Local Trend Kalman Filter


Don't follow trends, start trends.
Frank Capra

I have to tell you about the Kalman filter, because what it does is pretty damn amazing.
Tim Babb

In a previous post, I looked at an application of a Kalman filter for simple projectile motion. In this post, I'll explore a different use of the Kalman filter, analyzing the trend in time series data. A trend is a long-term increase, decrease, or stationary period in the data. It may be linear or nonlinear.

Consider this data from the NASA Global Climate Change website.


The points represent the change in global surface temperature relative to 1951-1980 average temperatures. Seventeen of the 18 warmest years in the 136-year record all have occurred since 2001, with the exception of 1998. As you can see, there is a definite upward trend in the data that accelerates somewhere 1980.

The Local Trend Model


The local trend Kalman filter comes from Ruey S. Tsay's book Analysis of Financial Time Series. It is also available online as lecture notes for Tsay's Business 4191 class at .the Univ. of Chicago school of business.

We will model the time series data $\{ {y_t}\}$ with a simple model

\[{y_t} = {\mu _t} + {\varepsilon _t}\]
\[{\mu _{t+1}} = {\mu _t} + {\eta _t}\]

${\varepsilon _t} \sim N(0,{\sigma _\varepsilon })$ and ${\eta _t} \sim N(0,{\sigma _\eta })$ are Gaussian white noise. ${\mu _t}$ is the local mean or trend of the data. We can observe the data $\{{y_t}\}$, but not ${\mu _t}$. We're going to assume the noise variances ${\sigma _\varepsilon }$ and ${\sigma _\eta }$ are constant, but they don't have to be. 

This model says that the data is described by random variations around a trend. One way to think about the data shown above is that there is some continuous process, global climate change, represented by ${\mu _t}$ that emits some data with noise. There are good models for climate change. We could use a climate model ${\mu _t} = f(t,\theta )$ where ${\theta}$ represents a whole bunch of parameters and forcing functions, and fit the data to the trend. Unfortunately, climate models are complicated. Instead, we'll keep things simple and use statistical inference and a Kalman filter to model the trend.

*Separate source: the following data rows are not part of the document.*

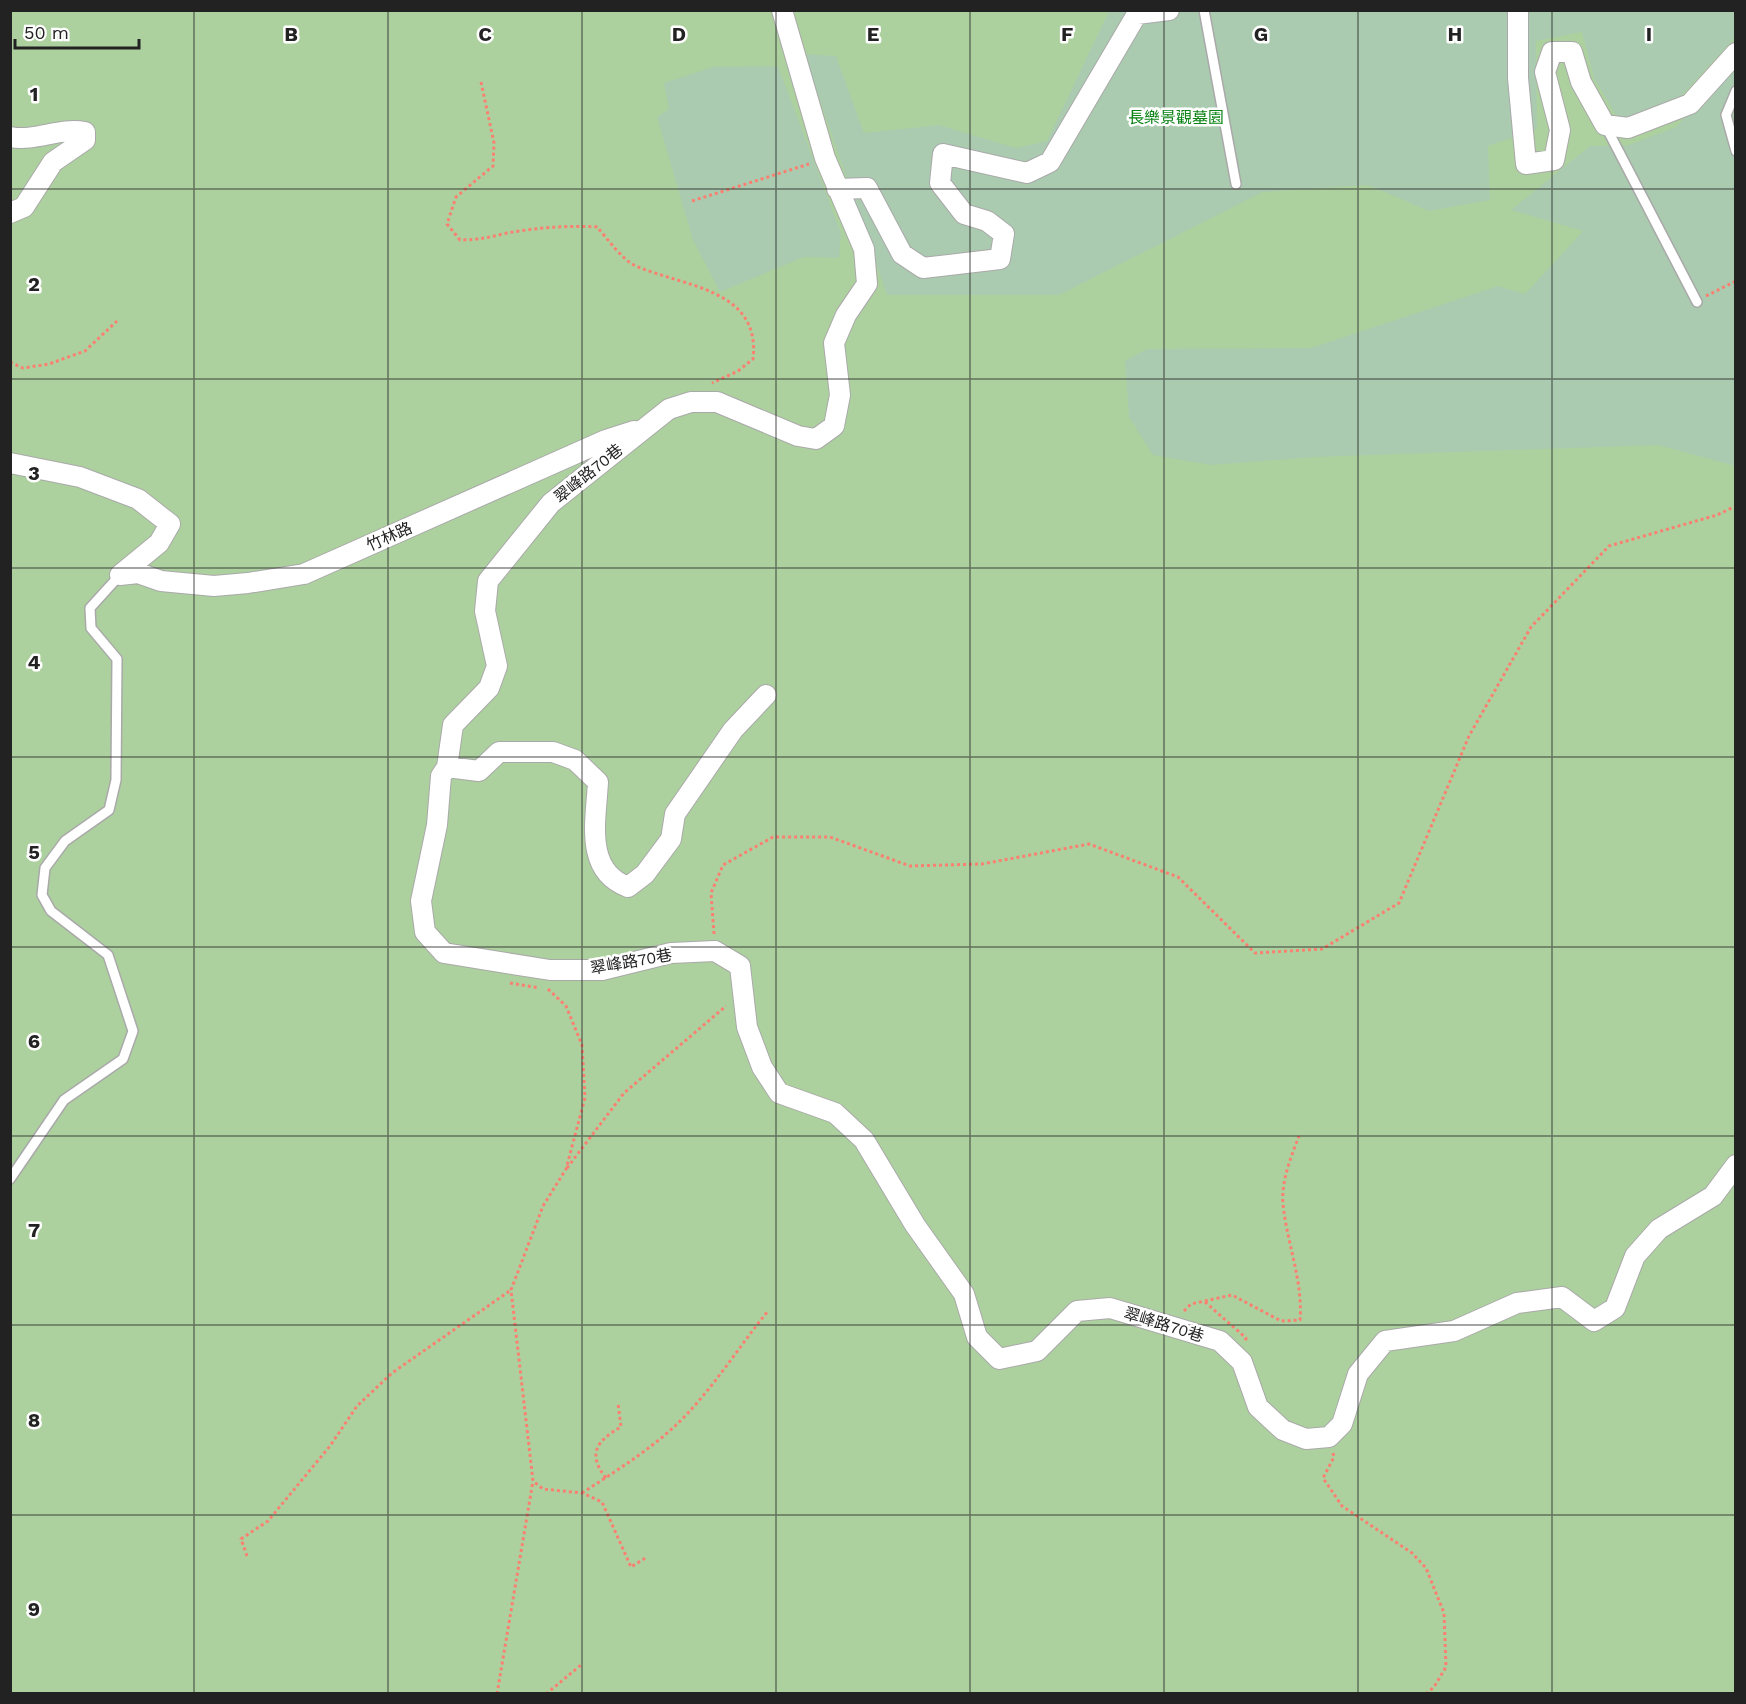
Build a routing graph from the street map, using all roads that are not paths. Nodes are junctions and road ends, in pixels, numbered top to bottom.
1 (782, 10) edge
2 (1169, 10) edge
3 (1204, 10) edge
4 (1518, 10) edge
5 (1736, 53) edge
6 (1736, 92) edge
7 (1605, 125) junction
8 (10, 137) edge
9 (1736, 151) edge
10 (1236, 184) dead end
11 (837, 189) junction
12 (10, 213) edge
13 (1697, 302) road end
14 (646, 427) junction
15 (10, 464) edge
16 (120, 575) junction
17 (766, 695) dead end
18 (447, 767) junction
19 (1736, 1165) edge
20 (10, 1179) edge

1 - 11 street, 翠峰路70巷
2 - 11 street
3 - 10 lane
4 - 7 street
5 - 7 street
6 - 9 lane
7 - 13 lane
8 - 12 street
11 - 14 street, 翠峰路70巷
14 - 16 street, 竹林路
14 - 18 street, 翠峰路70巷
15 - 16 street
16 - 20 lane
17 - 18 street
18 - 19 street, 翠峰路70巷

I won't go through the full derivation of the local trend Kalman filter. It can be found in Tsay's book and lecture notes and Durbin and Koopman's Time Series Analysis by State Space Methods. However, let's define a few terms.

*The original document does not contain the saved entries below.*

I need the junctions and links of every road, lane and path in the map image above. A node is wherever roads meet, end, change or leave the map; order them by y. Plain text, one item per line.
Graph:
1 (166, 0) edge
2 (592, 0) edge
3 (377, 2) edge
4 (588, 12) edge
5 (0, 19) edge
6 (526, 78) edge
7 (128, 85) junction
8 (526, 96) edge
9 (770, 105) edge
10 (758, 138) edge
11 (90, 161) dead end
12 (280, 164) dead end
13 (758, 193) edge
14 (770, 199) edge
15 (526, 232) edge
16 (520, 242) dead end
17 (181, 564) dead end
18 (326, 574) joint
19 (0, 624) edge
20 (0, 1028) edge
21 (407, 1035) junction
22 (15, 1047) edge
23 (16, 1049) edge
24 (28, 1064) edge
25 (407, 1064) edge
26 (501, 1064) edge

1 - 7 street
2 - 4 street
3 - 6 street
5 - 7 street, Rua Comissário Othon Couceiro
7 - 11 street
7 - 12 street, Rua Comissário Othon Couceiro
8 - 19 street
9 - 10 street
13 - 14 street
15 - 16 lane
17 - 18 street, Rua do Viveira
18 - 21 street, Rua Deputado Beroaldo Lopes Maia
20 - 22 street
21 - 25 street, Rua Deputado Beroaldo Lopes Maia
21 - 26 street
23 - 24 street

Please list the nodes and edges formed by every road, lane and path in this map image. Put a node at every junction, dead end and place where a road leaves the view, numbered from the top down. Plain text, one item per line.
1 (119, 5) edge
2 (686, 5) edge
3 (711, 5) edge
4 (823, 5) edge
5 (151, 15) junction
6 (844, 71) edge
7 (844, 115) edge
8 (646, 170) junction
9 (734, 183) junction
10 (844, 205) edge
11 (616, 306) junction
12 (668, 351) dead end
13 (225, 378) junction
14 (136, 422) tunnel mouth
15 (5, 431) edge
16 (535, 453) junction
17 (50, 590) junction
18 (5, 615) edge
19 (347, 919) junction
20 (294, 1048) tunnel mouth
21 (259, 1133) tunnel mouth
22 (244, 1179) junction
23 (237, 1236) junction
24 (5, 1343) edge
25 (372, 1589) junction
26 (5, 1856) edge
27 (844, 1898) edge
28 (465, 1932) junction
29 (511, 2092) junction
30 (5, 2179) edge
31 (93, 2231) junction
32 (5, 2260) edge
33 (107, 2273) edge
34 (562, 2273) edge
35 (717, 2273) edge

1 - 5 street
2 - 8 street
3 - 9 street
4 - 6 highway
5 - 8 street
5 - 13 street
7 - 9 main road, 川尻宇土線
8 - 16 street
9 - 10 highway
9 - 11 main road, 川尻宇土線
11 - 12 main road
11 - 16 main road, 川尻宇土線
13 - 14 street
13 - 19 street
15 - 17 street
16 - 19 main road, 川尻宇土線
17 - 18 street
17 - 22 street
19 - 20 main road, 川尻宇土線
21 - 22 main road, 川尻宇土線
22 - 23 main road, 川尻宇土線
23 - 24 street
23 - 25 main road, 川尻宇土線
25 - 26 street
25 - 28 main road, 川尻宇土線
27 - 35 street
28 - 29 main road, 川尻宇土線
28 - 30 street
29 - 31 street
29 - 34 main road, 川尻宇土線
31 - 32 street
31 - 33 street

${\mu _{t|t - 1}} = E({\mu _t}|{y_1}...{y_{t - 1}})$ is the expected value of ${\mu_t}$ given the data from the beginning of the series up to the preceding data value. Similarly, ${y_{t|t - 1}} = E({y_t}|{y_1}...{y_{t - 1}})$ is the expectation value of y given the preceding data. What value do we expect for ${y_t}$? We expect it to be ${\mu_t}$. So, ${y_{t|t - 1}} = {\mu_{t|t-1}}$

We will define some more quantities.
\[{v_t} = {y_t} - {\mu _{t|t - 1}}\]
\[{V_t} = {\mathop{\rm var}} ({v_t}|{y_1}...{y_{t - 1}}) = {\mathop{\rm var}} ({\mu _t} + {\varepsilon _t} - {\mu _{t|t - 1}}|{y_1}...{y_{t - 1}}) = {\Sigma _{t|t - 1}} + \sigma _\varepsilon ^2\]
\[{\Sigma _{t|t - 1}} = \operatorname{var} ({\mu _t} - {\mu _{t|t - 1}}|{y_1}...{y_{t - 1}})\]

We now define our model.

\[\left[ {\begin{array}{*{20}{c}} {{\mu _t}}\\ {{v_t}} \end{array}} \right] \sim N\left( {\left[ {\begin{array}{*{20}{c}} {{\mu _{t|t - 1}}}\\ 0 \end{array}} \right],\left[ {\begin{array}{*{20}{c}} {{\Sigma _{t|t - 1}}}&{{\Sigma _{t|t - 1}}}\\ {{\Sigma _{t|t - 1}}}&{{V_t}} \end{array}} \right]} \right)\]

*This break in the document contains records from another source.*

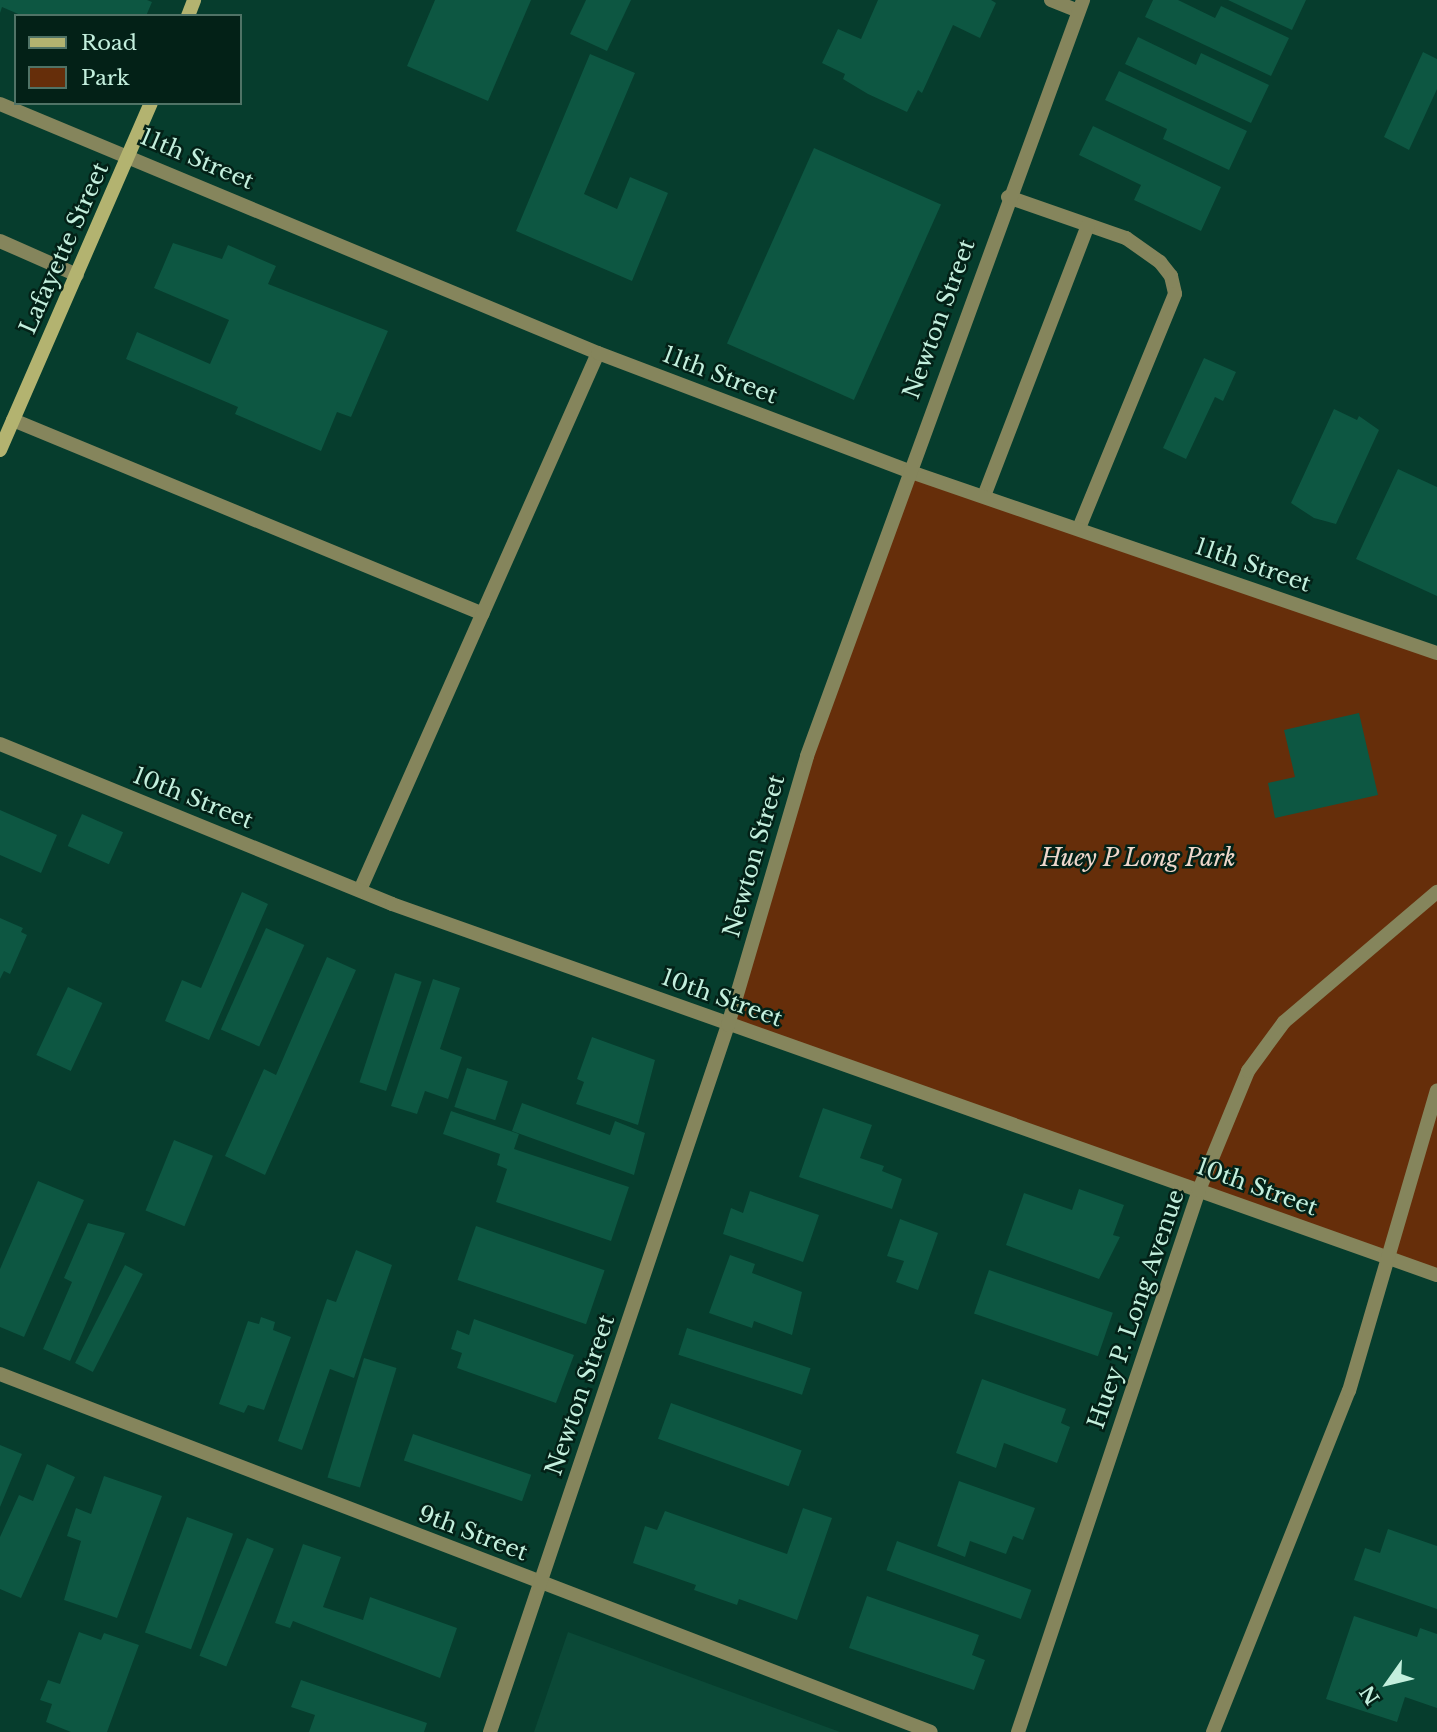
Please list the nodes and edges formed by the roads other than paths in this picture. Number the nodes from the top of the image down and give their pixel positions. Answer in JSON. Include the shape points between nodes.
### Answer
{"nodes":[{"id":1,"x":1051,"y":0,"type":"edge"},
{"id":2,"x":1080,"y":6,"type":"edge"},
{"id":3,"x":0,"y":104,"type":"edge"},
{"id":4,"x":151,"y":105,"type":"edge"},
{"id":5,"x":130,"y":155,"type":"junction"},
{"id":6,"x":1008,"y":197,"type":"junction"},
{"id":7,"x":1088,"y":225,"type":"junction"},
{"id":8,"x":0,"y":241,"type":"edge"},
{"id":9,"x":77,"y":275,"type":"junction"},
{"id":10,"x":598,"y":353,"type":"junction"},
{"id":11,"x":13,"y":420,"type":"junction"},
{"id":12,"x":0,"y":450,"type":"edge"},
{"id":13,"x":908,"y":471,"type":"junction"},
{"id":14,"x":984,"y":496,"type":"junction"},
{"id":15,"x":1079,"y":528,"type":"junction"},
{"id":16,"x":482,"y":614,"type":"junction"},
{"id":17,"x":1437,"y":653,"type":"edge"},
{"id":18,"x":0,"y":744,"type":"edge"},
{"id":19,"x":360,"y":890,"type":"junction"},
{"id":20,"x":1437,"y":892,"type":"edge"},
{"id":21,"x":728,"y":1025,"type":"junction"},
{"id":22,"x":1437,"y":1091,"type":"edge"},
{"id":23,"x":1199,"y":1190,"type":"junction"},
{"id":24,"x":1390,"y":1258,"type":"junction"},
{"id":25,"x":1437,"y":1275,"type":"edge"},
{"id":26,"x":0,"y":1374,"type":"edge"},
{"id":27,"x":541,"y":1584,"type":"junction"},
{"id":28,"x":490,"y":1732,"type":"edge"},
{"id":29,"x":931,"y":1732,"type":"edge"},
{"id":30,"x":1018,"y":1732,"type":"edge"},
{"id":31,"x":1213,"y":1732,"type":"edge"}],
"edges":[{"from":1,"to":2,"type":"street"},
{"from":2,"to":6,"type":"street","name":"Newton Street"},
{"from":3,"to":5,"type":"street","name":"11th Street"},
{"from":4,"to":5,"type":"main road","name":"Lafayette Street"},
{"from":5,"to":9,"type":"main road","name":"Lafayette Street"},
{"from":5,"to":10,"type":"street","name":"11th Street"},
{"from":6,"to":7,"type":"street"},
{"from":6,"to":13,"type":"street","name":"Newton Street"},
{"from":7,"to":14,"type":"street"},
{"from":7,"to":15,"type":"street","via":[[1143,248],[1171,276],[1175,294]]},
{"from":8,"to":9,"type":"street"},
{"from":9,"to":11,"type":"main road","name":"Lafayette Street"},
{"from":10,"to":13,"type":"street","name":"11th Street"},
{"from":10,"to":16,"type":"street"},
{"from":11,"to":12,"type":"main road","name":"Lafayette Street"},
{"from":11,"to":16,"type":"street"},
{"from":13,"to":14,"type":"street","name":"11th Street"},
{"from":13,"to":21,"type":"street","name":"Newton Street","via":[[807,755]]},
{"from":14,"to":15,"type":"street","name":"11th Street"},
{"from":15,"to":17,"type":"street","name":"11th Street"},
{"from":16,"to":19,"type":"street"},
{"from":18,"to":19,"type":"street","name":"10th Street"},
{"from":19,"to":21,"type":"street","name":"10th Street"},
{"from":20,"to":23,"type":"street","name":"Huey P. Long Avenue","via":[[1284,1022],[1248,1072]]},
{"from":21,"to":23,"type":"street","name":"10th Street"},
{"from":21,"to":27,"type":"street","name":"Newton Street"},
{"from":22,"to":24,"type":"street"},
{"from":23,"to":24,"type":"street","name":"10th Street"},
{"from":23,"to":30,"type":"street","name":"Huey P. Long Avenue"},
{"from":24,"to":25,"type":"street","name":"10th Street"},
{"from":24,"to":31,"type":"street","via":[[1349,1391]]},
{"from":26,"to":27,"type":"street","name":"9th Street"},
{"from":27,"to":28,"type":"street","name":"Newton Street"},
{"from":27,"to":29,"type":"street","name":"9th Street"}]}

The Local Trend Kalman Filter


Using the definitions above, it is possible to derive a simple Kalman filter.
\[\begin{array}{l} {v_t} = {y_t} - {\mu _{t|t - 1}}\\ {V_t} = {\Sigma _{t|t - 1}} + \sigma _\varepsilon ^2\\ {K_t} = \frac{{{\Sigma _{t|t - 1}}}}{{{V_t}}}\\ {\mu _{t + 1|t}} = {\mu _{t|t - 1}} + {K_t}{v_t}\\ {\Sigma _{t + 1|t}} = {\Sigma _{t|t - 1}}(1 - {K_t}) + \sigma _\eta ^2 \end{array}\]

${v_t}$ is the one-step ahead error estimate, also called the residual. ${V_t}$ is the estimate of  the variance of ${v_t}$.  ${K_t}$ is the Kalman gain.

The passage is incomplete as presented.